Le dernier roman de Jean-Paul Dubois s’ouvre sur la mort de Charles Stern, le frère friqué d’Alexandre, l’oncle prétentieux de Paul. Les deux frères se détestant à qui mieux mieux, le survivant s’impatiente devant le cercueil bloqué au seuil du four crématoire, le tapis roulant refusant simplement d’avancer : « Décidément, ton oncle nous aura fait chier jusqu’au bout ». Pourtant, quelques jours plus tard, le père de Paul amorce sa transfiguration : héritier du frère célibataire et sans enfants, le voilà qui abandonne ses valeurs passées et, sous le regard ahuri de son fils, devient l’être insoupçonné qu’il a sans doute toujours été.
Alors qu’il est empêtré d’une femme sous calmants et d’un vieux père déroutant qui a trouvé son second souffle, Paul Stern saisit l’occasion de fuir à Hollywood la vie toulousaine qui lui pèse de plus en plus : la Paramount vient de lui offrir de faire un remake d’un quelconque vieux film français, Désarticulé.

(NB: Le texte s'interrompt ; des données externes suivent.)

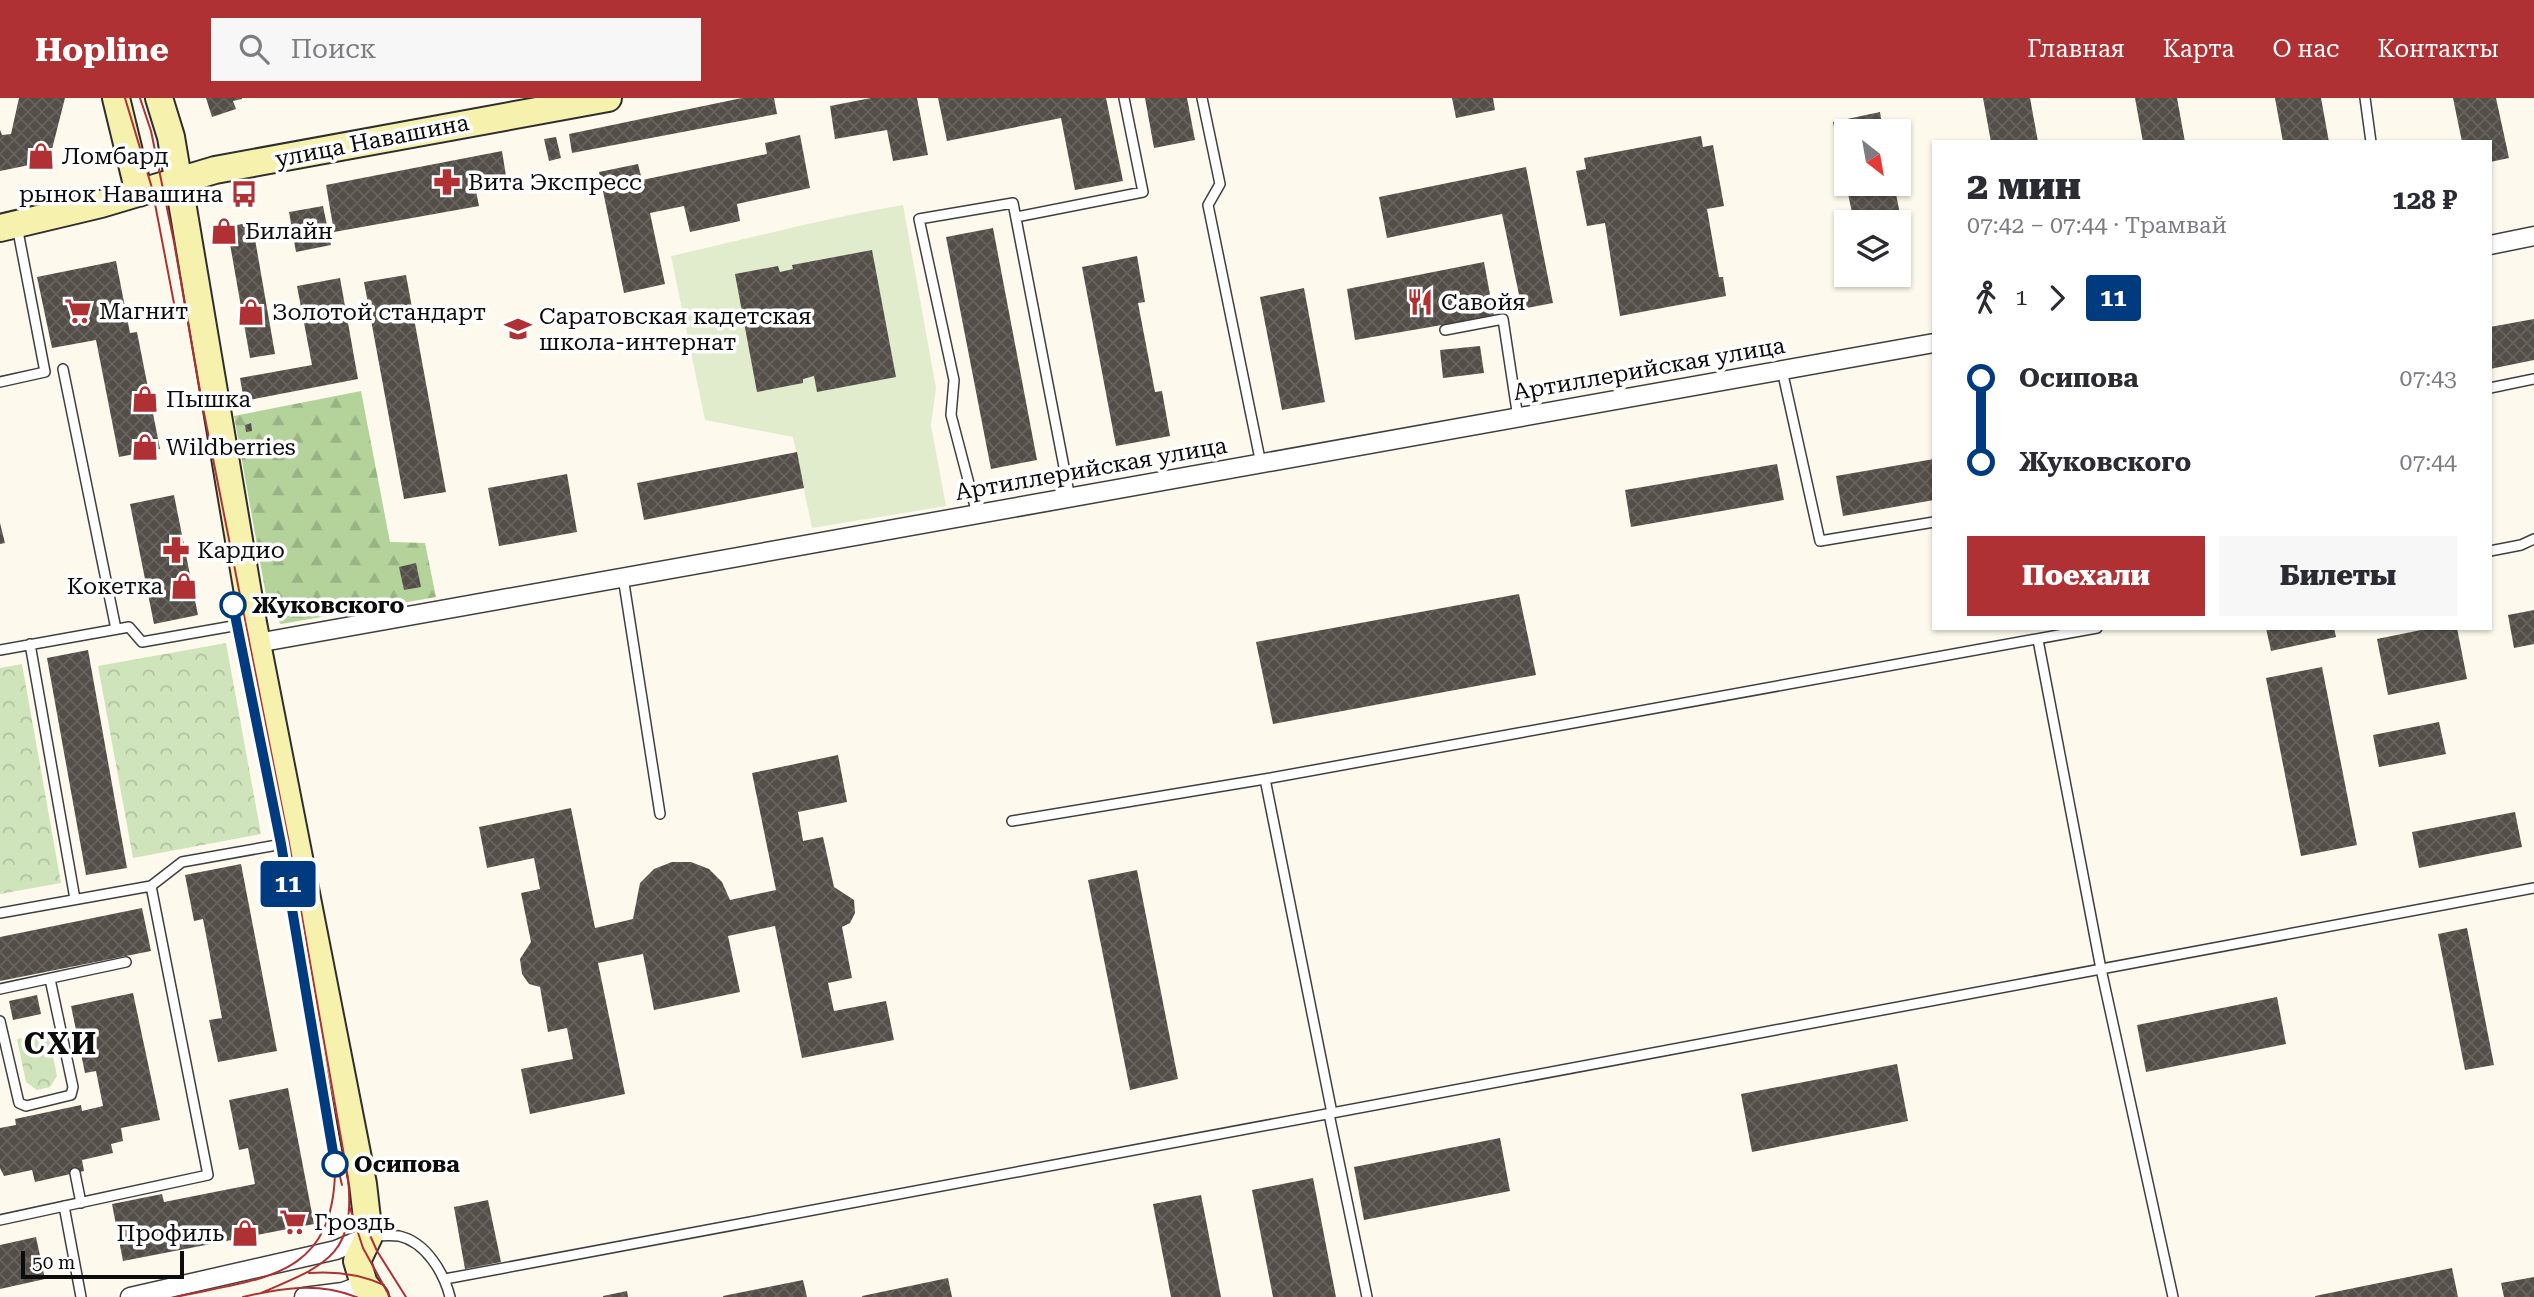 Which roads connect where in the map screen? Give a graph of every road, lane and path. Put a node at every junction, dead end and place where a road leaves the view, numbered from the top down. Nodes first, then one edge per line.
1 (116, 98) edge
2 (159, 98) edge
3 (608, 98) edge
4 (1124, 98) edge
5 (1202, 98) edge
6 (2365, 98) edge
7 (2371, 140) edge
8 (179, 180) junction
9 (139, 193) junction
10 (1016, 217) junction
11 (8, 226) edge
12 (2534, 236) edge
13 (2492, 245) edge
14 (1445, 330) dead end
15 (1932, 343) edge
16 (62, 369) dead end
17 (1783, 370) junction
18 (2534, 379) edge
19 (0, 382) edge
20 (2492, 388) edge
21 (1518, 418) junction
22 (1261, 464) junction
23 (1070, 498) junction
24 (977, 514) junction
25 (1932, 522) edge
26 (2534, 539) edge
27 (2492, 551) edge
28 (624, 577) junction
29 (116, 629) junction
30 (2087, 630) edge
31 (255, 633) junction
32 (2039, 640) junction
33 (30, 644) junction
34 (0, 650) edge
35 (1265, 779) junction
36 (660, 814) dead end
37 (1012, 821) dead end
38 (297, 842) junction
39 (152, 886) junction
40 (2534, 888) edge
41 (75, 900) junction
42 (0, 913) edge
43 (126, 962) dead end
44 (2102, 969) junction
45 (50, 979) junction
46 (0, 989) edge
47 (0, 1021) edge
48 (59, 1099) junction
49 (61, 1110) dead end
50 (1331, 1113) junction
51 (75, 1173) dead end
52 (81, 1203) junction
53 (64, 1206) junction
54 (0, 1220) edge
55 (369, 1236) junction
56 (358, 1273) edge
57 (445, 1279) junction
58 (81, 1297) edge
59 (130, 1297) edge
60 (304, 1297) edge
61 (450, 1297) edge
62 (1367, 1297) edge
63 (2173, 1297) edge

Nous voici en terrain connu le énième « Paul » de Dubois est dans la pure lignée des précédents : partagé entre des sentiments contradictoires, hésitant, impudent, vaguement nostalgique et courageusement lucide. Les accommodements raisonnables de Paul Stern sont empreints d’amertume, de fatalisme et, comme dans tous les autres romans de Dubois, d’une exquise sensibilité. Partagé entre son exaspération contre un père qui se métamorphose en parvenu et la nostalgie de la femme jeune et pétillante qui fut la sienne, Paul amorce en Amérique un périple qui le mènera droit au cœur de ses angoisses existentielles. À son retour à Toulouse, riche d’une nouvelle expérience, il réintégrera la réalité qu’il a un moment gommée, histoire de reprendre, à l’instar de l’« apostat flamboyant » qui lui tient désormais lieu de père, un second souffle : « Les accommodements raisonnables que nous avions tacitement conclus nous mettaient pour un temps à l’abri d’un nouveau séisme, mais le mal était toujours là, tapi en chacun de nous, derrière chaque porte, prêt à resurgir ».